As less tech-savvy consumers increasingly get online, the demand has grown for customer support and personal interaction. For example, Womack takes calls at almost any hour from his customers. The banking sector also shows consumers are getting fed up with automated telephone help lines or speaking to a different representative every time they call. Local banks also are luring converts with promise of personalized service.

"People we've interviewed in the last six months are loyal to these little guys, because if they have a problem with their Net access they know the company is ten miles away," said Kate Delhagen, an analyst for Forrester Research.

"Some of them have managed to hang in because they have success with offering service to schools and local nonprofits--groups that may be too small to be on a large ISP's radar," she added. "When an actual body shows up to help set the service up, that's a useful thing."

Local outreach is the tool many small ISPs are using to stay in their customers' hearts. Internet-Duncan holds weekly classes for Net newbies and has given some schools free accounts.

U-Tech.Net in Southern California uses similar tactics. Serving the cities of Lompoc, Santa Maria, and Santa Ynez, U-Tech launched in November of 1995. It has 2,300 customers today, gained through local cable TV ads and by placing banners on the sides of buses. The 12-person company has lost about 15 percent of its customer base over the years mostly due to people moving out of the area, but its numbers continue to climb steadily.

Charging $20 per month for unlimited access, U-Tech is also making money. Owner Ronald Harris attributes his profits to being rooted in the community. "We provide free hookups for the libraries and focus on local advertising and the community," he said.

U-Tech will remain a small ISP, Harris added. "We can't compete with the corporate giants that have deep pockets. We have to look at what is cost-effective."

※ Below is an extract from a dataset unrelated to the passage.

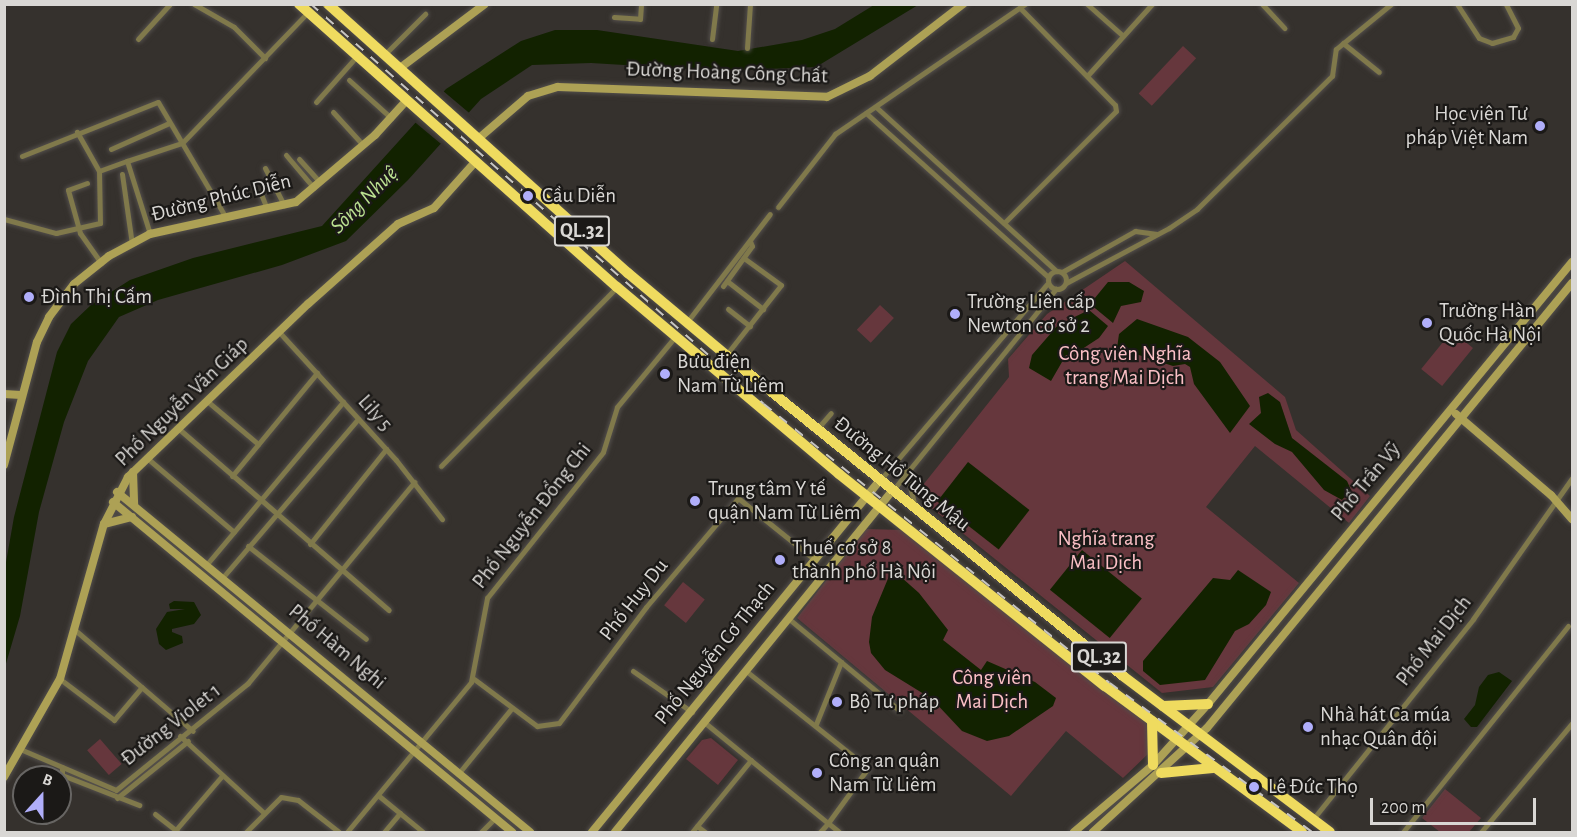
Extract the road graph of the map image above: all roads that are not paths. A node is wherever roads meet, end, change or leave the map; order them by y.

Mom-and-pop providers often have launch problems, which could lead to sudden death. But midsized ISPs face an even bigger hurdle when they try to surpass the 300,000 to 500,000 customer mark, analysts say. This is known as the "dead zone," the stage in which an ISP sinks money into beefing up its infrastructure to accommodate new customers. At the same time, customer service sometimes suffers.

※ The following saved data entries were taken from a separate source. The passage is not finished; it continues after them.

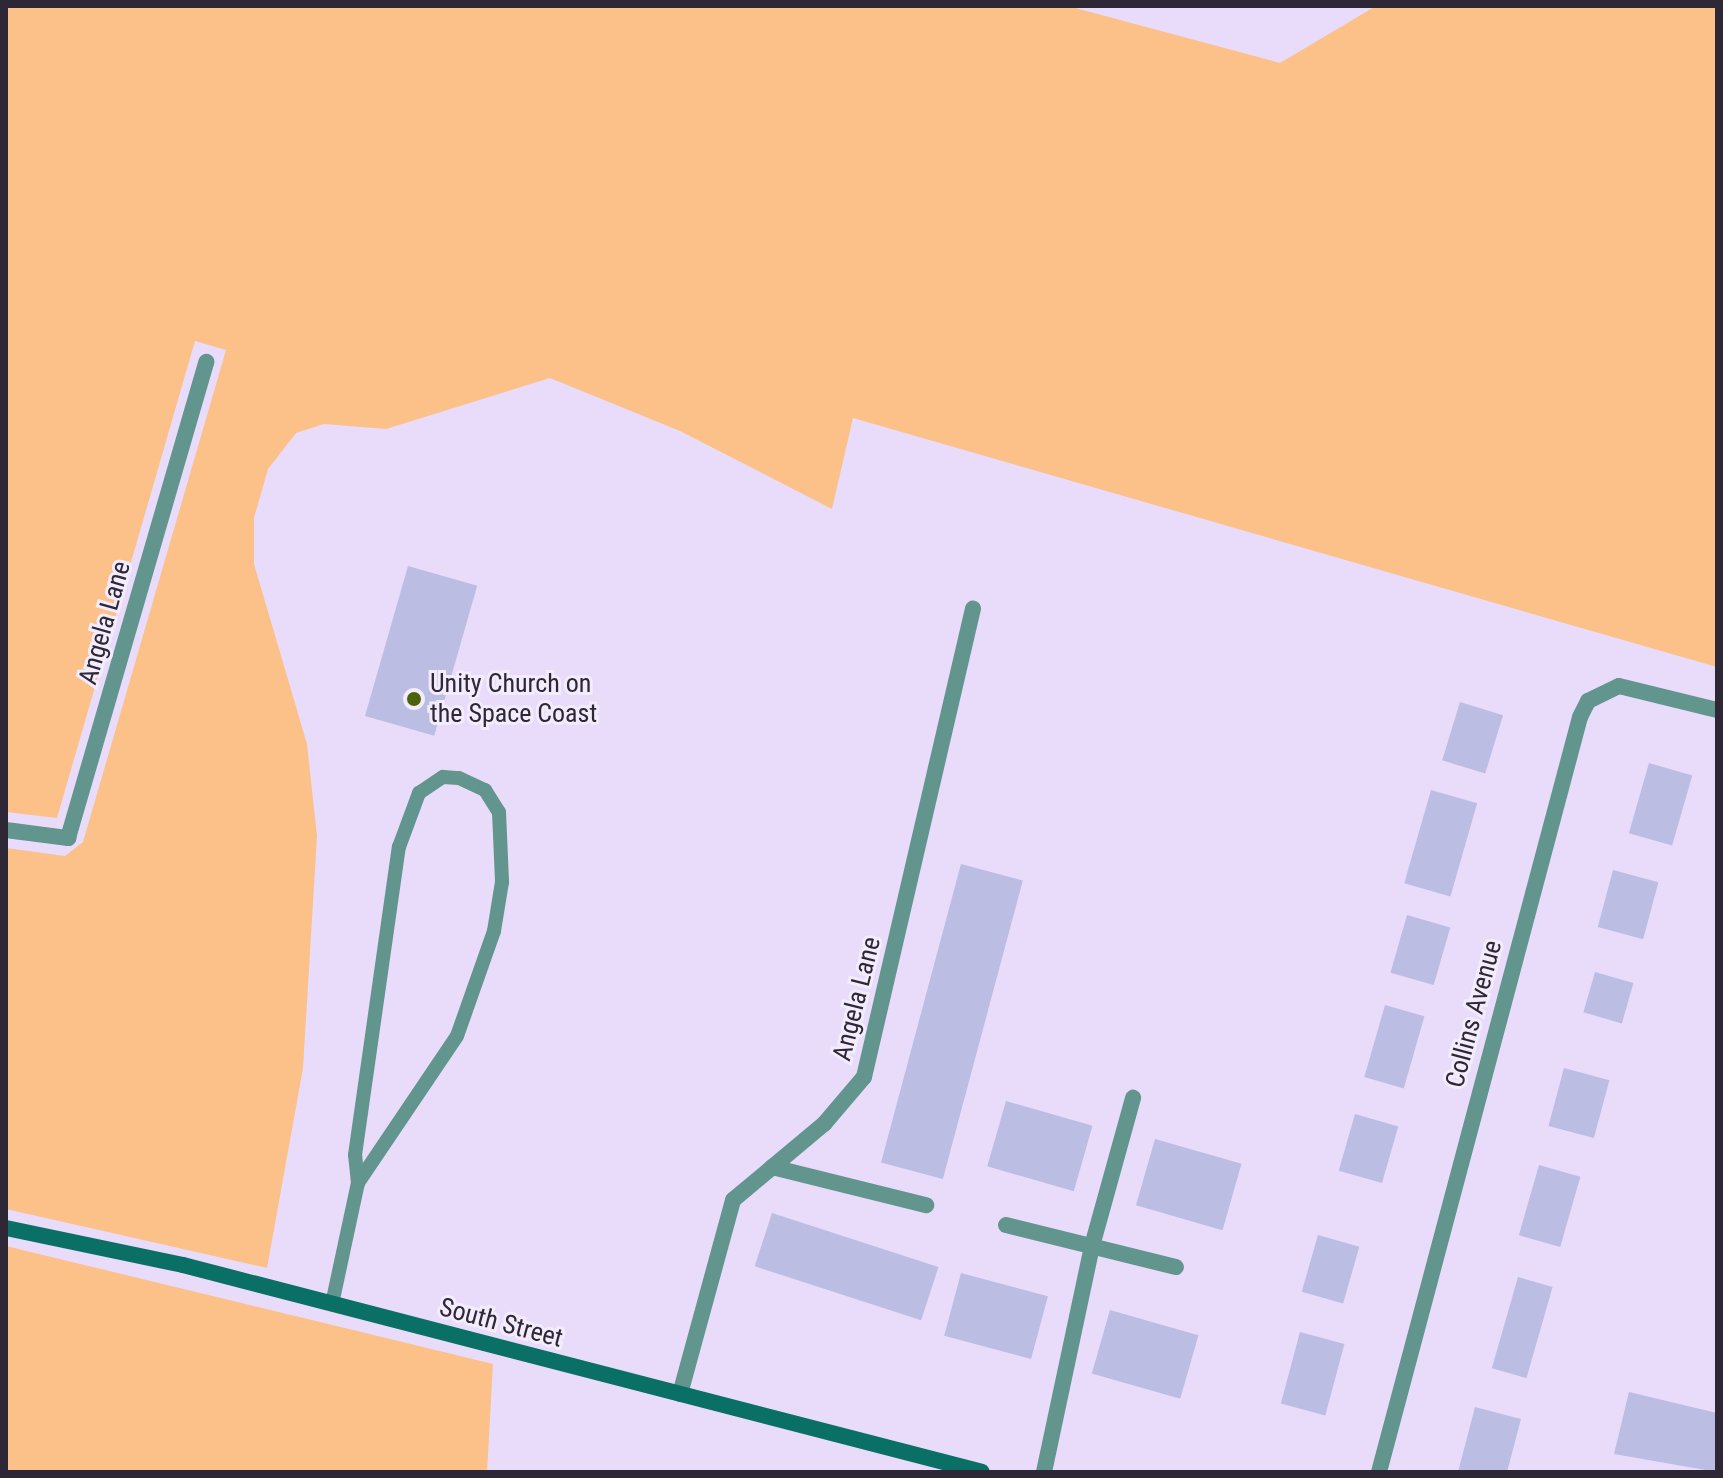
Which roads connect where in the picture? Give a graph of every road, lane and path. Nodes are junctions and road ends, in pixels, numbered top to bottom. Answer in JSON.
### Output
{"nodes":[{"id":1,"x":206,"y":362,"type":"dead end"},
{"id":2,"x":973,"y":609,"type":"dead end"},
{"id":3,"x":1717,"y":710,"type":"edge"},
{"id":4,"x":6,"y":830,"type":"edge"},
{"id":5,"x":1133,"y":1098,"type":"dead end"},
{"id":6,"x":772,"y":1167,"type":"junction"},
{"id":7,"x":358,"y":1183,"type":"junction"},
{"id":8,"x":926,"y":1205,"type":"dead end"},
{"id":9,"x":1006,"y":1225,"type":"dead end"},
{"id":10,"x":6,"y":1228,"type":"edge"},
{"id":11,"x":1092,"y":1246,"type":"junction"},
{"id":12,"x":1176,"y":1267,"type":"dead end"},
{"id":13,"x":332,"y":1304,"type":"junction"},
{"id":14,"x":680,"y":1394,"type":"junction"},
{"id":15,"x":982,"y":1472,"type":"edge"},
{"id":16,"x":1044,"y":1472,"type":"edge"},
{"id":17,"x":1379,"y":1472,"type":"edge"}],
"edges":[{"from":1,"to":4,"type":"street","name":"Angela Lane"},
{"from":2,"to":6,"type":"street","name":"Angela Lane"},
{"from":3,"to":17,"type":"street","name":"Collins Avenue"},
{"from":5,"to":11,"type":"street"},
{"from":6,"to":8,"type":"street"},
{"from":6,"to":14,"type":"street","name":"Angela Lane"},
{"from":7,"to":7,"type":"lane"},
{"from":7,"to":13,"type":"lane"},
{"from":9,"to":11,"type":"street"},
{"from":10,"to":13,"type":"main road","name":"South Street"},
{"from":11,"to":12,"type":"street"},
{"from":11,"to":16,"type":"street"},
{"from":13,"to":14,"type":"main road","name":"South Street"},
{"from":14,"to":15,"type":"main road","name":"South Street"}]}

Thousands of attendees at the Internet Service Provider Convention in San Francisco today will also explore these issues. Sponsored by Boardwatch magazine, the conference runs through Saturday.

The trend has caused the consolidation of some midsized ISPs, Gartner's Paulak said, pointing to GTE's purchase of BBN Planet, Intermedia's buyout of Digex, and WorldCom's ownership of UUNet Technologies.

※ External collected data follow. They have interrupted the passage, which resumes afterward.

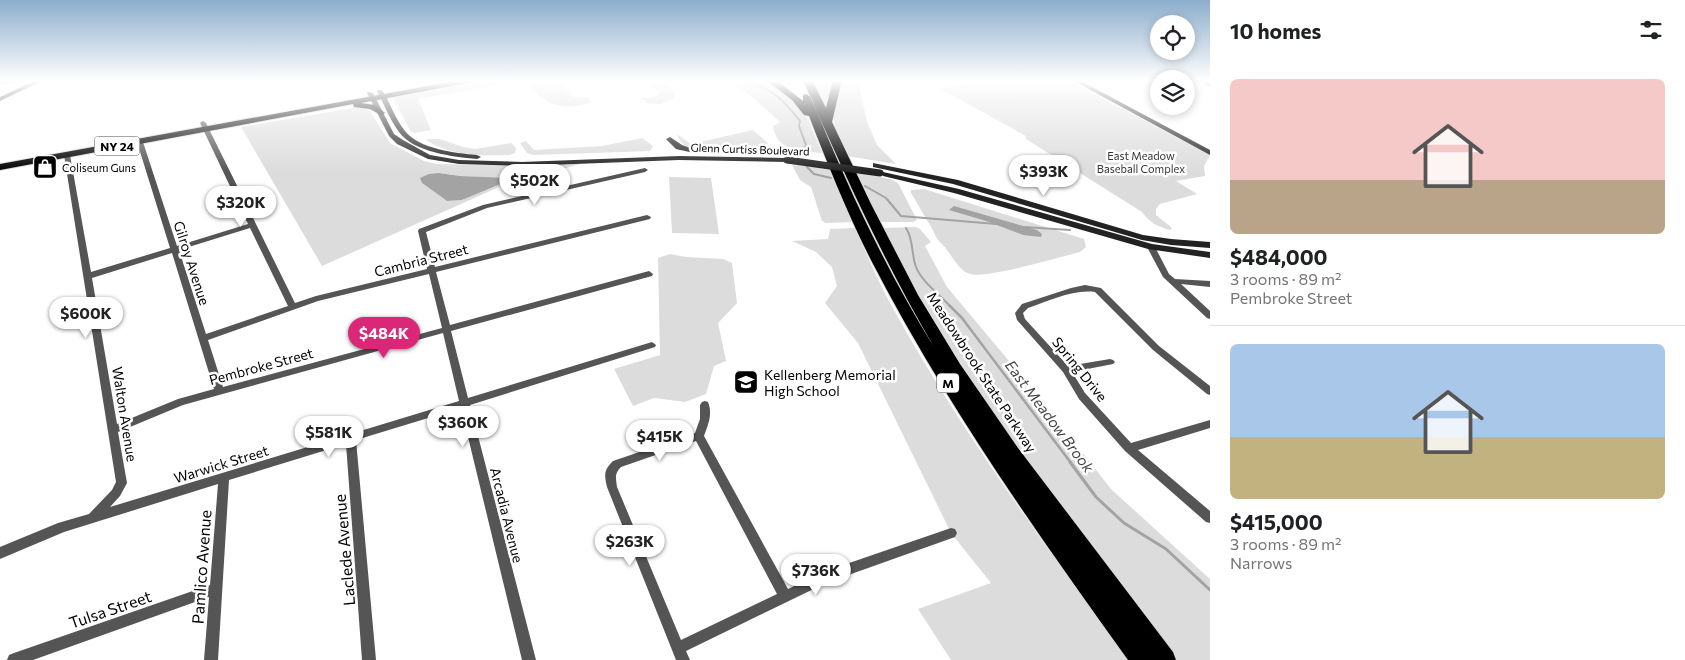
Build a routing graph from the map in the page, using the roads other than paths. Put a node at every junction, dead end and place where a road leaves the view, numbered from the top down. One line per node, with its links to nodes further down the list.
1 (290, 111): 13 (main road, NY 24)
2 (303, 111): 13 (main road, NY 24)
3 (377, 111): 11 (main road)
4 (390, 111): 15 (main road)
5 (809, 111): 12 (highway)
6 (815, 111): 12 (highway, Meadowbrook State Parkway / M)
7 (818, 111): 12 (highway, Meadowbrook State Parkway / M)
8 (826, 111): 12 (highway)
9 (1133, 111): 23 (main road)
10 (1137, 111): 19 (main road)
11 (381, 113): 17 (main road, Glenn Curtiss Boulevard)
12 (821, 122): 72 (highway, Meadowbrook State Parkway / M); 73 (highway, Meadowbrook State Parkway / M)
13 (205, 126): 14 (main road, NY 24); 18 (main road, NY 24); 32 (street)
14 (159, 131): 20 (main road); 27 (main road, NY 24)
15 (407, 137): 17 (main road); 21 (main road, Glenn Curtiss Boulevard)
16 (670, 139): 21 (main road)
17 (397, 140): 26 (main road, Glenn Curtiss Boulevard)
18 (140, 142): 20 (main road, NY 24); 35 (street, Gilroy Avenue)
19 (1210, 148)
20 (95, 150): 24 (main road, NY 24)
21 (694, 151): 22 (main road, Glenn Curtiss Boulevard)
22 (748, 152): 25 (main road, Glenn Curtiss Boulevard); 26 (main road)
23 (1210, 153)
24 (67, 155): 28 (main road, NY 24); 39 (street, Walton Avenue)
25 (786, 157): 26 (main road, Glenn Curtiss Boulevard); 29 (main road, Glenn Curtiss Boulevard, bridge)
26 (729, 158)
27 (0, 160)
28 (0, 167)
29 (878, 169): 33 (main road, Glenn Curtiss Boulevard); 34 (main road, Glenn Curtiss Boulevard)
30 (645, 170): 37 (street, Arcadia Avenue)
31 (647, 217): 37 (street, Cambria Street)
32 (252, 225): 35 (street); 42 (street)
33 (1210, 245)
34 (1151, 247): 36 (main road, Glenn Curtiss Boulevard); 40 (street)
35 (174, 249): 39 (street); 45 (street, Gilroy Avenue)
36 (1210, 255)
37 (432, 270): 42 (street, Cambria Street); 44 (street, Arcadia Avenue)
38 (649, 274): 44 (street, Pembroke Street)
39 (88, 276): 54 (street, Walton Avenue)
40 (1172, 280): 41 (street); 43 (street)
41 (1210, 284)
42 (292, 306): 45 (street, Cambria Street)
43 (1210, 316)
44 (447, 330): 50 (street, Pembroke Street); 51 (street, Arcadia Avenue)
45 (203, 338): 50 (street, Gilroy Avenue)
46 (652, 345): 51 (street, Warwick Street)
47 (1110, 362): 48 (street)
48 (1066, 370): 49 (street, Spring Drive); 57 (street, Spring Drive)
49 (1210, 391)
50 (220, 392): 54 (street, Pembroke Street)
51 (465, 402): 56 (street, Warwick Street); 70 (street, Arcadia Avenue)
52 (705, 405): 55 (street)
53 (1210, 424): 57 (street)
54 (114, 429): 60 (street, Walton Avenue)
55 (699, 436): 58 (street); 65 (street)
56 (351, 438): 59 (street, Warwick Street); 69 (street, Laclede Avenue)
57 (1130, 448): 61 (street, Spring Drive)
58 (606, 468): 66 (street)
59 (224, 477): 60 (street, Warwick Street); 64 (street, Pamlico Avenue)
60 (91, 518): 63 (street, Warwick Street)
61 (1210, 518)
62 (950, 533): 65 (street)
63 (0, 552)
64 (216, 589): 67 (street, Tulsa Street); 68 (street, Pamlico Avenue)
65 (785, 596): 66 (street)
66 (678, 648): 71 (street)
67 (14, 660)
68 (211, 660)
69 (369, 660)
70 (529, 660)
71 (683, 660)
72 (1142, 660)
73 (1165, 660)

"EarthLink got through the dead zone by investing heavily in infrastructure in the right areas and avoiding areas where we couldn't be best-of-breed," said Sky Dayton, founder of EarthLink, which has 340,000 subscribers. "We also decided to invest on technical infrastructure in [our] data center and not in a large-scale national backbone. It would make about as much sense as having our own power generation plant to serve our offices. Sure, we have generators, but the power company is better at generating power than we are."

Dayton also believes that the middle class of ISPs are feeling the squeeze. "There will continue to be a major polarity between lots of very small players and handful of large players who get scale. It's the difference between Wal-Mart and the corner grocer. Both provide a valuable service and can be profitable in their businesses, but their economics and scale are very different."

Still, some small providers have left a bad taste in customers' mouths. In June, Hyper Net USA canceled Cyberfreeway, which was promoted as all-you-can-eat access for a one-time fee of $29.95. In April, j3 Communications ended its free, advertiser-supported service after only three months. BOSnet Communications and an affiliated company, USFreeway, also offered nearly free access but fizzled out as well.

Womack said unlike other inexpensive small ISPs, his company won't disappear anytime soon. "We will lower prices where we can, but this is what it takes to pay the bills. Our profit is not huge, but we can pay salaries and we're not in the red. We're in it for the long run."